Израиль: кино социальной ответственности
- Блоги
- Анжелика Артюх
Посетившая Иерусалимский фестиваль, состоявшийся в разгар боевых действий на Ближнем Востоке, Анжелика Артюх вернулась полная впечатлений.
Никогда мне еще не приходилось говорить о фестивале, как об исключительном событии. Не потому что езжу мало, а потому что другие фестивали, на которых мне ранее доводилось бывать, развивались в исключительно комфортных условиях. Стабильная экономика, неолиберальная политика, иностранные гости, приехавшие посмотреть фильмы в тепле и спокойствии, а заодно поддержать свои международные связи, бла-бла-бла.
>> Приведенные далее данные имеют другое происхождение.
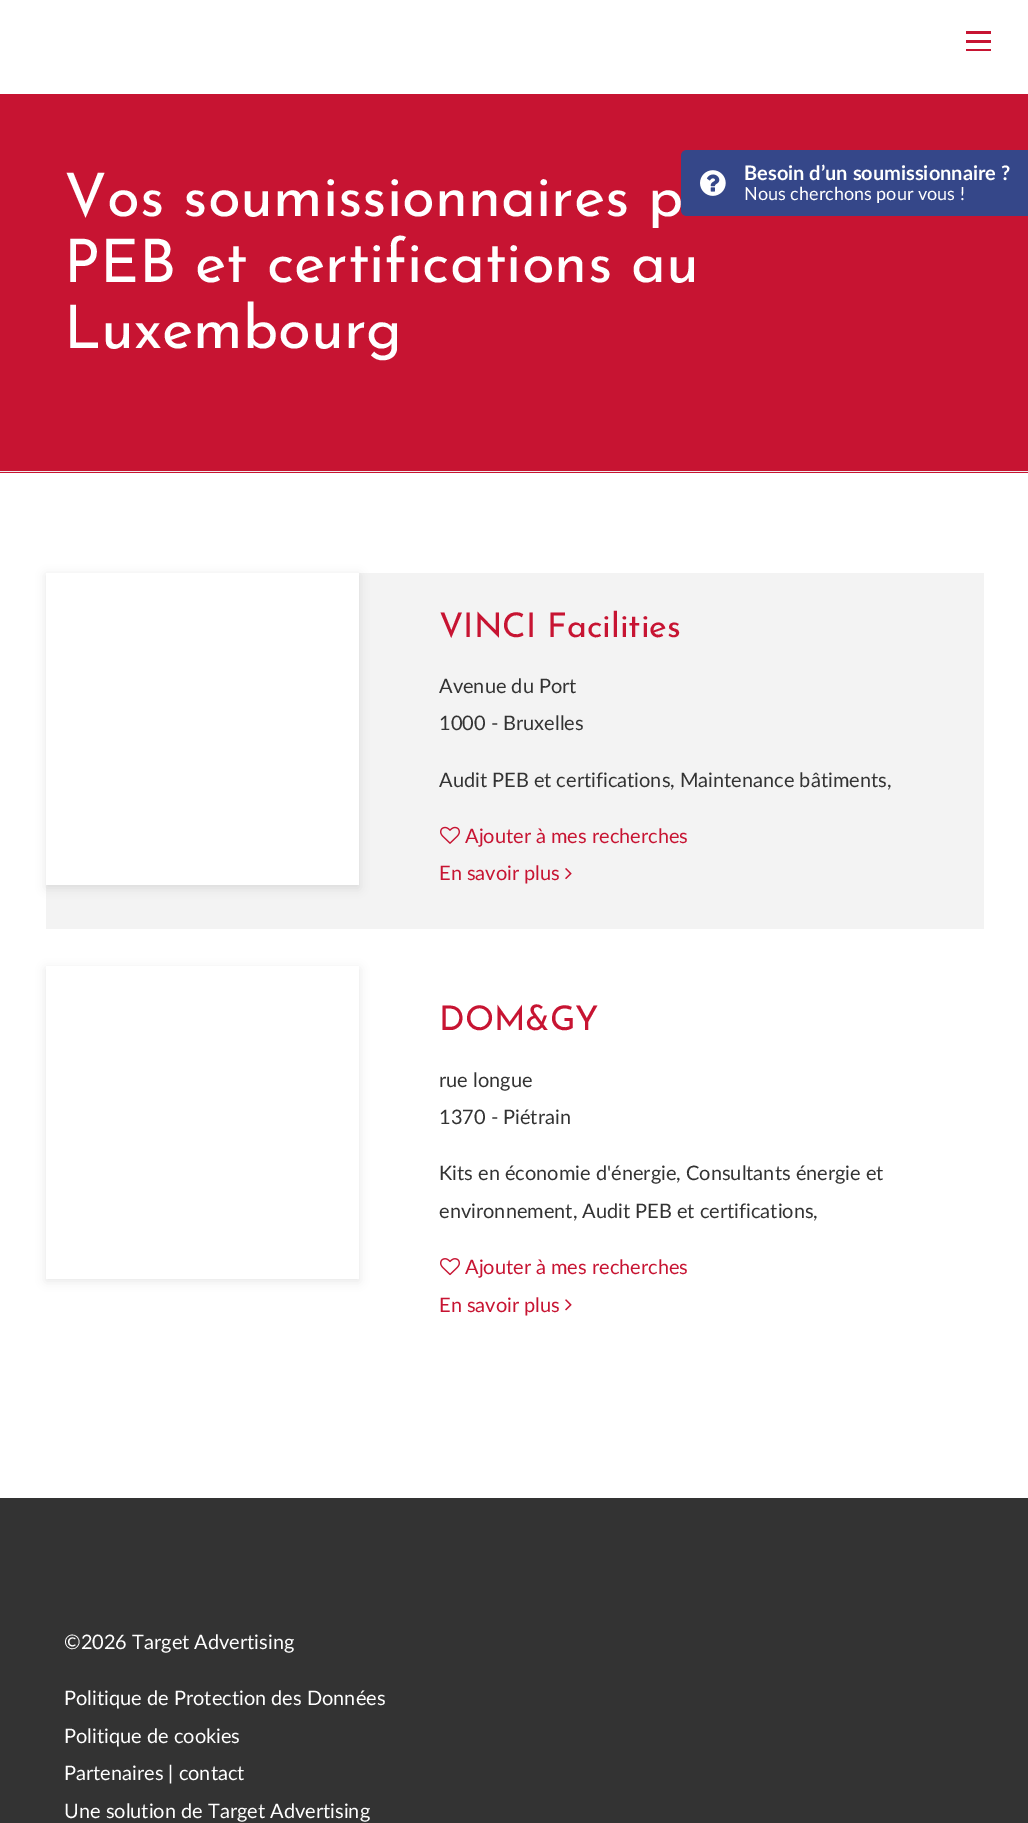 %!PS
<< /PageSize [1028 1823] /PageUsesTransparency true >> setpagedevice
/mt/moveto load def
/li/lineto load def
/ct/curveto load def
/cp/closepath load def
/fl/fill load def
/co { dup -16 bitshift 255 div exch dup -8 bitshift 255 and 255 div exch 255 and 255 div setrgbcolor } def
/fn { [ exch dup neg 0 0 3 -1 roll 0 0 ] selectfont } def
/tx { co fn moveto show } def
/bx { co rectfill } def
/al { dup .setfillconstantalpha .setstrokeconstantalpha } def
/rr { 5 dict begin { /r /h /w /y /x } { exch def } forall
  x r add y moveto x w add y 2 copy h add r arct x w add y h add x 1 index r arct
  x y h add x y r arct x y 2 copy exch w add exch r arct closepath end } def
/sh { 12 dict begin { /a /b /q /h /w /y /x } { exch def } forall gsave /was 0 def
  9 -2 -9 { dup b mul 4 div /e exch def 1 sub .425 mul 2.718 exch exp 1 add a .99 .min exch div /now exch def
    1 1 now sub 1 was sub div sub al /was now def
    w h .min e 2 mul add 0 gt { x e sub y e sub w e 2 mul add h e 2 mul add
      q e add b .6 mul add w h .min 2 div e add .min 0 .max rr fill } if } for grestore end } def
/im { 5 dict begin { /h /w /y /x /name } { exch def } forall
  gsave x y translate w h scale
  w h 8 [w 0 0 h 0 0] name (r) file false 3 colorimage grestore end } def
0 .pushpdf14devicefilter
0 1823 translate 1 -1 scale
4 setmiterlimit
0 0 1028 1823 16#C71432 bx
0 0 1028 94 16#FFFFFF bx
966 31 25 3 16#C71432 bx
966 40 25 3 16#C71432 bx
966 49 25 2 16#C71432 bx
0 471 1028 1 16#EEEEEE bx
0 473 1028 1025 16#FFFFFF bx
46 573 938 356 16#F3F3F3 bx
16#000000 co
46 575 313 313 0 5 .1 sh
46 573 313 312 16#FFFFFF bx
(media/2.raw) 440 826 20 18 im
(media/3.raw) 565 868 7 12 im
16#000000 co
46 969 313 312 0 5 .1 sh
46 966 313 313 16#FFFFFF bx
(media/4.raw) 440 1258 20 18 im
(media/5.raw) 565 1299 7 12 im
0 1498 1028 325 16#333333 bx
(Vos soumissionnaires p) 64 216 /JosefinSans-Thin 60 16#FFFFFF tx
16#354789 co
687 150 mt 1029 150 li 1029 216 li 687 216 li 683.5 216 681 213.5 681 210 ct 681 156 li 681 152.5 683.5 150 687 150 ct cp fl
(Nous cherchons pour vous !) 744 200 /Lato-Regular 18 16#FFFFFF tx
(Besoin d’un soumissionnaire ?) 744 180 /Lato-Bold 20 16#FFFFFF tx
(media/1.raw) 700 170 26 26 im
(PEB et certifications au) 64 282 /JosefinSans-Thin 60 16#FFFFFF tx
(Luxembourg) 64 348 /JosefinSans-Thin 60 16#FFFFFF tx
(VINCI Facilities) 439 637 /JosefinSans-Thin 34 16#C71432 tx
(Avenue du Port) 439 693 /Lato-Regular 20 16#333333 tx
(1000 - Bruxelles) 439 730 /Lato-Regular 20 16#333333 tx
(Audit PEB et certifications, Maintenance bâtiments,) 439 787 /Lato-Regular 20 16#333333 tx
(Ajouter à mes recherches) 465 843 /Lato-Regular 20 16#C71432 tx
(En savoir plus) 439 880 /Lato-Regular 20 16#C71432 tx
(DOM&GY) 439 1030 /JosefinSans-Thin 34 16#C71432 tx
(rue longue) 439 1087 /Lato-Regular 20 16#333333 tx
(1370 - Piétrain) 439 1124 /Lato-Regular 20 16#333333 tx
(Kits en économie d'énergie, Consultants énergie et) 439 1180 /Lato-Regular 20 16#333333 tx
(environnement, Audit PEB et certifications,) 439 1218 /Lato-Regular 20 16#333333 tx
(Ajouter à mes recherches) 465 1274 /Lato-Regular 20 16#C71432 tx
(En savoir plus) 439 1312 /Lato-Regular 20 16#C71432 tx
(©2026 Target Advertising) 64 1649 /Lato-Regular 20 16#FFFFFF tx
(Politique de Protection des Données) 64 1705 /Lato-Regular 20 16#FFFFFF tx
(Politique de cookies) 64 1743 /Lato-Regular 20 16#FFFFFF tx
(Partenaires | contact) 64 1780 /Lato-Regular 20 16#FFFFFF tx
(Une solution de Target Advertising) 64 1818 /Lato-Regular 20 16#FFFFFF tx
.poppdf14devicefilter showpage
Отсюда было ощущение нескончаемого фестивального туризма на Запад, без которого также не обойтись, поскольку новые впечатления и ощущение нормы – это то, что нас постоянно подпитывает. С Иерусалимским фестивалем-2014 многое изменилось в моем понимании значения фестивального движения. Так уж случилось, что он пришелся на время очередного военного столкновения между Израилем и сектором Газа, вынудившего фестиваль работать далеко не по тем правилам, которые он для себя первоначально установил. В конечном итоге именно это привело многих иностранных гостей (а я была в делегации иностранных журналистов, приглашенных на фестиваль Иерусалимским международным пресс-клубом) к мысли о том, что фестивальных семь дней – время незабываемое, заставившее в корне пересмотреть приоритеты, согласно которым фестиваль оказался еще одним способом борьбы за жизнь.
Именно жизнь, а не выживание, утверждалась фестивалем в Иерусалиме каждый день, сопровождаясь очередными отказами иностранных гостей приехать в Израиль. Право на то, чтобы жить, творить, интеллектуально участвовать, открывать новое в ситуации периодически воющих над Иерусалимом сирен, заставляющих жителей города искать себе место в убежище, ложиться на землю, закрывать голову руками, ждать, пока все закончится. Ответом на вой сирен, свидетельствующий о том, что ракеты долетели до города и, возможно, сбиты противоракетным щитом, оставляя обломки и длинные траектории в небе, было желание довести фестиваль до конца, вернуться в зал, досмотреть прерванный фильм, что естественно порождало сбои в расписании, но только не хаос.
Хаоса, паники не было вовсе. В Израиле не принято паниковать. Разве что туристам это прощается, да и то они, судя по моим коллегам по международному цеху, быстро обучаются правилам поведения в обострившейся ситуации. Израиль как-то быстро приводит к мысли о том, что жить и творить можно только в условиях кооперации, человеческого участия и взаимоподдержки, а также разумного, точного отношения к нормам и правилам в местном контексте. Если звучит сирена, надо точно и правильно реагировать. Но если она закончилась, надо продолжать жить, работать с новыми силами. В том числе на фестивале, предложившим (несмотря на отказ туда приехать многих гостей) немалое число мастер-классов, событий, премьер и.д. Израильтяне очень хорошо понимают, что культура – это тоже оружие, причем не быстрого поражения, а долгосрочного проекта, способного перевернуть человеческие представления о жизни, этике, ценностях, и возможно, чуть меньше об эстетических пристрастиях.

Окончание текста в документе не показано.